Here is the agenda. I imagine this topic will spread over several chapters.

  1. We will be able to understand volatility.
  2. Learn how to measure volatility
  3. Practical Application of Volatility
  4. Learn about the different types of volatility
  5. Understanding Vega

Let's get started.

15.2 -The concept of Moneyball

You may have seen the movie 'Moneyball' in Hollywood. It's the true story of Billy Beane, a manager for a US baseball team. This movie tells the story of Billy Beane and his young colleague and how statistics can be used to identify talented but low-profile baseball players. This was a novel and disruptive method, one that was not common at the time.

Watch the Moneyball trailer here.

This movie is a great film, not only because of Brad Pitt but also because it conveys a message about business and life. While I won't go into detail, let me share some of the Moneyball methods to explain volatility.

Although the discussion below might not seem to be related to stock market, please do not get discouraged. It is pertinent and will help you understand the term "Volatility", I can assure that.

Consider 2 batsmen, and the total runs they have scored in 6 consecutive matches. (CHART)

The captain of the team is you. You must choose between Mike or Billy for the 7 th match. You should choose a reliable batsman. This means that the batsman you select should be in a position where they can score at least 20 runs. Which one would you choose? Based on my experiences, I've noticed that people approach the problem in one way or another.

  1. Calculate the total score of the batsmen (also known as Sigma) and pick the player with the highest score to play the next game. Or...
  2. Calculate the average, also known as'Meaning', number of games scored - choose the batsman who has a higher average.

Let's do the same thing and see how many numbers we get.

  • Billy's Sigma = 20 +23 +21 +24 + 19 +23 = 130
  • Mike's Sigma = 45 +13 +18 +12 +26 +19 = 133

Based on the sigma score, Mike is likely to be selected. Let's calculate the average or mean for each player and see who is better.

  • Billy = 130/6 = 21,67
  • Mike = 133/6 = 22,16

Mike is a worthy candidate from both the mean perspective and the sigma perspective. Let's not forget that we aren't done yet. The idea is to pick a player that can score at most 20 runs. With the information we have (mean, sigma), it is impossible to determine who can score at minimum 20 runs. Let's continue our investigation.

We will first calculate the deviation from mean for each match. We know that Billy's average is 21.67 and that he scored 20 runs in his first match. The deviation from the mean in the first match is 20 - 21.67 = and 1.67. He scored 1.67 runs less than his average score. It was 23.67 = +1.33 for the 2 matches,meaning that he scored 1.33 more runs than his average score.

This diagram shows the same for Billy.

The middle black line is the average score for Billy. The double-arrowed vertical line shows the deviation from that mean for each match. Now we will calculate another variable, 'Variance.

Variance simply refers to the summation of squares of the deviation divided with the total number observations'.It may sound dangerous but it is not. The total number observed in this instance is equal to the number of matches played.

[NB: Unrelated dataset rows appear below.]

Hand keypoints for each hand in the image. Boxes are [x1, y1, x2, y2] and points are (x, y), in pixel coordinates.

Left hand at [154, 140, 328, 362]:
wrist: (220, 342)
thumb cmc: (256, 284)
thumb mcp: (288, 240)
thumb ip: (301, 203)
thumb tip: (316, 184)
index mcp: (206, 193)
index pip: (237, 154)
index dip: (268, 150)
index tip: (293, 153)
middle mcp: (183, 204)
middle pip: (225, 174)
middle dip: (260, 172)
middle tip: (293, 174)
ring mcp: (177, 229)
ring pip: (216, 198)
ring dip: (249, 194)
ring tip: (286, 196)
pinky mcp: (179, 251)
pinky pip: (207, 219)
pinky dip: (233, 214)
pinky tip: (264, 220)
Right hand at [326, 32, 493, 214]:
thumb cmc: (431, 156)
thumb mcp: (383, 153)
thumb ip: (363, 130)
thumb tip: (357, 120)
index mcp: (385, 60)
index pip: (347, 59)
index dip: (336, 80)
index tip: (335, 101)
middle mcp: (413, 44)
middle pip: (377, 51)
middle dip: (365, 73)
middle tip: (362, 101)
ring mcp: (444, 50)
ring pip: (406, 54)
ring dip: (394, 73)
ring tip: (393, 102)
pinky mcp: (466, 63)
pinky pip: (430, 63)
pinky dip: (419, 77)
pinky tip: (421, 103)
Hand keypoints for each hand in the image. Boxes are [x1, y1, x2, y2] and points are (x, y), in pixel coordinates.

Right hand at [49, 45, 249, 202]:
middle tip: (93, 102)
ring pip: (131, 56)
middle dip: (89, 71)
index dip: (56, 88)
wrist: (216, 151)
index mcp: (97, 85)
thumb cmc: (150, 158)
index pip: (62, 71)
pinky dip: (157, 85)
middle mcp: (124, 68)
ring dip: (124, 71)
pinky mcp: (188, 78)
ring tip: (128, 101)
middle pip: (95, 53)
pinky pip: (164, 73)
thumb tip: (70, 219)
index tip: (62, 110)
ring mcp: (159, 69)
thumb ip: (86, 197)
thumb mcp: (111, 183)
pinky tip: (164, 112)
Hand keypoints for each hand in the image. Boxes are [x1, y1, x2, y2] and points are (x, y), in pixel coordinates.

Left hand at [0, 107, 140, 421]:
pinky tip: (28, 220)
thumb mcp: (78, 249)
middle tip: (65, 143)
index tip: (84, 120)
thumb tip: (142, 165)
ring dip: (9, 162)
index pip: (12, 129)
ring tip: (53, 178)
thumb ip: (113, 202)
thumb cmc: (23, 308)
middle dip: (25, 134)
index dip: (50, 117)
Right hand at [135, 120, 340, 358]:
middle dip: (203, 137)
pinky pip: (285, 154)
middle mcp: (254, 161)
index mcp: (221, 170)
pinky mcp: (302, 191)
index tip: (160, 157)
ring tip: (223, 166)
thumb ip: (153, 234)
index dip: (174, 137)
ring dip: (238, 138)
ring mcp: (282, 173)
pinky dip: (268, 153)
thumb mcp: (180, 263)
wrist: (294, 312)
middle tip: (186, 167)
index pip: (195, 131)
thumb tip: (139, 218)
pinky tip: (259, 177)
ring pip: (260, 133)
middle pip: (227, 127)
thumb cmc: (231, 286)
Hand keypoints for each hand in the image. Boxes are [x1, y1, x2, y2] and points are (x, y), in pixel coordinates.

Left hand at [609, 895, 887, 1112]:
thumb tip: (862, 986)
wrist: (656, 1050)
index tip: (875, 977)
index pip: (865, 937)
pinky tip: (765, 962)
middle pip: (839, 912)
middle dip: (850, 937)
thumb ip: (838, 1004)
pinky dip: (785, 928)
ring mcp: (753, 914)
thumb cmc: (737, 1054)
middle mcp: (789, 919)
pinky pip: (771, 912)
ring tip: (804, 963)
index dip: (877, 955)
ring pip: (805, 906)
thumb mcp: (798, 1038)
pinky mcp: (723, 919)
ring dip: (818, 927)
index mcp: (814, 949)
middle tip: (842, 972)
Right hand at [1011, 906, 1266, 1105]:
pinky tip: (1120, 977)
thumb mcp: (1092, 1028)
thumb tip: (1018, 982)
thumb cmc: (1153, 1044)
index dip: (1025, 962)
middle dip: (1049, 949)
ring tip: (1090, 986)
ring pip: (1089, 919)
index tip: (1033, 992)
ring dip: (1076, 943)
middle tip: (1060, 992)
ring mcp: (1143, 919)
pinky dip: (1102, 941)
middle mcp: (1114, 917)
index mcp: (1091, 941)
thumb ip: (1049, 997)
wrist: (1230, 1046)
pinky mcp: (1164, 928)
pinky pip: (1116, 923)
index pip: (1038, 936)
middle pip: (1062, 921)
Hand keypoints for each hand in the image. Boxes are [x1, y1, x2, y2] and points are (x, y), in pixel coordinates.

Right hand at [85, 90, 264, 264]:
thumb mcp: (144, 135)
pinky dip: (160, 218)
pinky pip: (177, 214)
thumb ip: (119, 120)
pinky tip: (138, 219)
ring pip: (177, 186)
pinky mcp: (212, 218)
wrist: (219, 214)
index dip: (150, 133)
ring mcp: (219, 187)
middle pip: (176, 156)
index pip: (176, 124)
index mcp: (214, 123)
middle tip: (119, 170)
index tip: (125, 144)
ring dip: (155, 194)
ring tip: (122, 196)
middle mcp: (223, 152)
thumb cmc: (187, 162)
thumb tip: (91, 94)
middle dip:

Variance can also be calculated as -

Variance = [-1.67 2+ (1.33)? 2+ (-0.67)?2+ (+2.33)?2+ (-2.67)?2+ (1.33)]/6
6. = 19.33
= 3.22

We will also define another variable,'Standard Deviation'(SD), which is calculated as:

std deviation = variance

The standard deviation for Billy then is -
= SQRT (3.22)
= 1.79

Mike's standard deviation is 11.18.

Let's add all the numbers or statistics here.

We all know what 'Sigma' and 'Mean' mean, but what about the SD. The deviation from the average is represented by the Standard Deviation.

Here's the textbook definition for SD " Statistics use the standard deviation, also known as the Greek letter Sigma, to measure the variation or dispersion in a set data values.

Do not confuse the two sigmas. The total is also known as the Greek symbol sigma and the standard deviation is sometimes called sigma. To refer the total we use The Greek symbol s.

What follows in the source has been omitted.